# Trouble with segmenting...



## Ray-CA (Sep 18, 2021)

I’ve tried using gift and credit cards for segmenting without any success.  They glue up fine but fail either while drilling or turning.  It appears that the material has a paper core and that is where the separation occurs.  

What/where to buy stock for this type of segmenting?

Any advice would be greatly appreciated

Thanks.


----------



## magpens (Sep 18, 2021)

BearToothWoods has some small sheet material for segmenting.

Superior to credit cards, and in a variety of colors . . . some include laminations . . . e.g. black/white/black layers.


----------



## jttheclockman (Sep 18, 2021)

Ray-CA said:


> I’ve tried using gift and credit cards for segmenting without any success.  They glue up fine but fail either while drilling or turning.  It appears that the material has a paper core and that is where the separation occurs.
> 
> What/where to buy stock for this type of segmenting?
> 
> ...


There are those that use cards for segmenting and get away with it.
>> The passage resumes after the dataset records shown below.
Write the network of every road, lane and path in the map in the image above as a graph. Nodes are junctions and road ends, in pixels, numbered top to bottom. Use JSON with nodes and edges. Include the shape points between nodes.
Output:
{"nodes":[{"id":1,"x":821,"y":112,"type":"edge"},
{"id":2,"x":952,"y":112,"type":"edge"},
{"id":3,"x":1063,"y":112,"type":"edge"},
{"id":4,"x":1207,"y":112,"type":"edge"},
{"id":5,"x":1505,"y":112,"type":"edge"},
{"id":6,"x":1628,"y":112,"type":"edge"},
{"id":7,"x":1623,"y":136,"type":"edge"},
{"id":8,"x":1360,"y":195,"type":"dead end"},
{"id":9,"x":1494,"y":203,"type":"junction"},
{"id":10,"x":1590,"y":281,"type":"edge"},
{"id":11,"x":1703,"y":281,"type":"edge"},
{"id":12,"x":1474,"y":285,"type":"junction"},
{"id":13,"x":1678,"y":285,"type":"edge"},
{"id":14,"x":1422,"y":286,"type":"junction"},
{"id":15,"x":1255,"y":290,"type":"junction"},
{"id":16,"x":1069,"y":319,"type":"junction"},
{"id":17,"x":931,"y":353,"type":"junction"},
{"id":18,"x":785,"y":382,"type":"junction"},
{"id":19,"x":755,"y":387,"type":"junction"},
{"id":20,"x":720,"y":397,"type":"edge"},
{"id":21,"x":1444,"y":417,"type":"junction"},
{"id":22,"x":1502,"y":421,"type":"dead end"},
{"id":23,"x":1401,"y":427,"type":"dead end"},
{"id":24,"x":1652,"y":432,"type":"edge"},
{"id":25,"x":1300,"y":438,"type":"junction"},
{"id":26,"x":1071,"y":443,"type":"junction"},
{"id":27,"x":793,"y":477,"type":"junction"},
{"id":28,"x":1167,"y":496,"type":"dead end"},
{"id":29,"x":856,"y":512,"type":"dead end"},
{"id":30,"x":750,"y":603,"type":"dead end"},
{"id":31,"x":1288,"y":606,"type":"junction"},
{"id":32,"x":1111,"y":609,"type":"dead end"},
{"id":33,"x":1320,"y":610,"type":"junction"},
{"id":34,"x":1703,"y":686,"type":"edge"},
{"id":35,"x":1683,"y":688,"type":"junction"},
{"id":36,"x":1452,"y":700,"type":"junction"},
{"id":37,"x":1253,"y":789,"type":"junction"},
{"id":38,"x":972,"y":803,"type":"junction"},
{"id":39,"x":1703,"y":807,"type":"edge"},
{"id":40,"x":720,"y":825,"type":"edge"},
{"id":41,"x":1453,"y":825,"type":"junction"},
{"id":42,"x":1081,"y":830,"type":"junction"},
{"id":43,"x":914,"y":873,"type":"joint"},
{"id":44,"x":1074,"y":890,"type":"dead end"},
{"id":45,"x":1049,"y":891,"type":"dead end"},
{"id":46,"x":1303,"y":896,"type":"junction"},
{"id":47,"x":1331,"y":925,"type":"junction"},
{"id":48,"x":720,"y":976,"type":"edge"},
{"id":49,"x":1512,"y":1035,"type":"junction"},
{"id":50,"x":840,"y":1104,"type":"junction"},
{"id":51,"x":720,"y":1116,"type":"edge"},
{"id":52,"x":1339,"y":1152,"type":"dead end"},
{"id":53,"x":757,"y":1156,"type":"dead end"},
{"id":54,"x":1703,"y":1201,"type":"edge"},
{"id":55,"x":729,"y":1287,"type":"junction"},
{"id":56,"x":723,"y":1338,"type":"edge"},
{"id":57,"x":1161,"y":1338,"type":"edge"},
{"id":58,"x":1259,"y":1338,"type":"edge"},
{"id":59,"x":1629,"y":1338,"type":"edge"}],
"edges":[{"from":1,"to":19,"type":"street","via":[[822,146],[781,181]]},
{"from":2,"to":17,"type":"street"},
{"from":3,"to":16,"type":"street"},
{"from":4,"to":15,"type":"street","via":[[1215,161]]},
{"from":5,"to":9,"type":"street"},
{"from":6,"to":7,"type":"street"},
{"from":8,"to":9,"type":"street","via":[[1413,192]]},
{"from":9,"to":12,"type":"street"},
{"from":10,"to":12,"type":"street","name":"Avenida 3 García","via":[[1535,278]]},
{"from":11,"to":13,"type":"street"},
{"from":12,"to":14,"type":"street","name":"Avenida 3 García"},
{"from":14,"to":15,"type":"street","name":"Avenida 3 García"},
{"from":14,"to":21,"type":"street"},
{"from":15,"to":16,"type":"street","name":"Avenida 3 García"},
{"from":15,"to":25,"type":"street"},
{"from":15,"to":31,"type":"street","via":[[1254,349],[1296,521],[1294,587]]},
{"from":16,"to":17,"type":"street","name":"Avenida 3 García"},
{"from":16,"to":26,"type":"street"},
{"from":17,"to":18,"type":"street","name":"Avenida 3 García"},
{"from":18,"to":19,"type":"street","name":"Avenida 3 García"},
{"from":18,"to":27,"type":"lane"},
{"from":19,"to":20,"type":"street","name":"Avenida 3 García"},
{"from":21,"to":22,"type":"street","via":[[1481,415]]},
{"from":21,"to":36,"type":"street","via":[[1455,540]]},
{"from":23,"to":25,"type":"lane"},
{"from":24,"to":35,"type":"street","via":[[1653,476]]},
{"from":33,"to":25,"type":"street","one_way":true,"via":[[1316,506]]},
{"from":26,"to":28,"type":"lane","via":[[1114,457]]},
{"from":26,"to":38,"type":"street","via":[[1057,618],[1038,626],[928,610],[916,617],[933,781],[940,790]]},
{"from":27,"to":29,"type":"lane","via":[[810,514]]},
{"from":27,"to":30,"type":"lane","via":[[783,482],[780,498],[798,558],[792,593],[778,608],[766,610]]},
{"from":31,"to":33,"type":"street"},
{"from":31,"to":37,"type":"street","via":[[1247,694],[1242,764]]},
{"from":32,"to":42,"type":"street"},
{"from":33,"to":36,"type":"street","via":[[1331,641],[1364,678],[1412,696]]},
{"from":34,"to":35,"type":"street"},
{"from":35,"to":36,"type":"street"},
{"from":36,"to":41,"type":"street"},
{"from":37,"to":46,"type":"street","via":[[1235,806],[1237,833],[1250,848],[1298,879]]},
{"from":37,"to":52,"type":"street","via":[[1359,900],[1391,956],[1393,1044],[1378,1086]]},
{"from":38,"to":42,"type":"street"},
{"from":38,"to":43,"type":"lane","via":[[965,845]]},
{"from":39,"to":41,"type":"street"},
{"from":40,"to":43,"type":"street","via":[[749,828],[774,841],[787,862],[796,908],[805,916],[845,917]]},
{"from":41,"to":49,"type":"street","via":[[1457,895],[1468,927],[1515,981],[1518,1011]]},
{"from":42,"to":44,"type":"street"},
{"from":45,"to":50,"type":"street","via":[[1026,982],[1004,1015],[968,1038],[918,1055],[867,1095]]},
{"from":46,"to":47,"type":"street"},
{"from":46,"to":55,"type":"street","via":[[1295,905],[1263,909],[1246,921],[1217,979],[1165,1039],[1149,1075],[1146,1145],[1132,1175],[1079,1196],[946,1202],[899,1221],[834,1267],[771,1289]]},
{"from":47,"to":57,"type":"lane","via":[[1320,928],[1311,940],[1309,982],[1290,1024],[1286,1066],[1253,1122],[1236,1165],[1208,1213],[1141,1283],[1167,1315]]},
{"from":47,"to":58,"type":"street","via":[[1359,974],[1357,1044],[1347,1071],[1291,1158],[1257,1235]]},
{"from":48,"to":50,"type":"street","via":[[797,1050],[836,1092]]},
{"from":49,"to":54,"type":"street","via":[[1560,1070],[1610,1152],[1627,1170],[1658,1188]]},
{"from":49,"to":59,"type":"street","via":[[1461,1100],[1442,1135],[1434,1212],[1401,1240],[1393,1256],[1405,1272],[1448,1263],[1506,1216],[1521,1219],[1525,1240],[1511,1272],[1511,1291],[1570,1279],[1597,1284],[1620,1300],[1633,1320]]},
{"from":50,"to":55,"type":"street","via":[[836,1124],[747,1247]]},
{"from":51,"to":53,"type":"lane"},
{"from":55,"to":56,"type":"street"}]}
Probably because of the segmenting being done but there are far better options and that is to buy sheets of acrylics in many colors and there are many sources. Once again this thread is a beginners place to look for sources. 

https://www.penturners.org/threads/segmenting-material-resources-draft-library-article.167867/

When it comes to black and white there is no better source and material to use than this.

https://evergreenscalemodels.com/


----------



## Kenny Durrant (Sep 18, 2021)

I use guitar puck guard material from Stewmac. You can buy it by the sheet and cut off what you need.


----------



## mark james (Sep 18, 2021)

I'll also recommend pick guard and the segmenting strips from Beartoothwoods.  The Beartoothwoods material is sourced from a very skilled segmenter - "Gisi", and I have had great success with it.  I have never had good luck with Styrene, so buyer beware, or you may have better luck than I.


----------



## leehljp (Sep 18, 2021)

Depending on your type of segment, a technique change might help. For spacing material, I drill my holes and then assemble them on the tubes. When I get the correct order and length of segments, I use 15 to 30 minute epoxy, glue and clamp the segments on the tube. I do segments and use brass and aluminum more than cards or picks and have not had any problems - with the reason being - I am eliminating the problem you are having by using a different technique.

As to drilling and having problems: When drilling too slow or too fast of a speed, or too fast of a feed, to be honest, that is not a "technique" problem as much as a it is subjective. Too slow to one person is too fast as described by another - even though it may be the same speed, etc.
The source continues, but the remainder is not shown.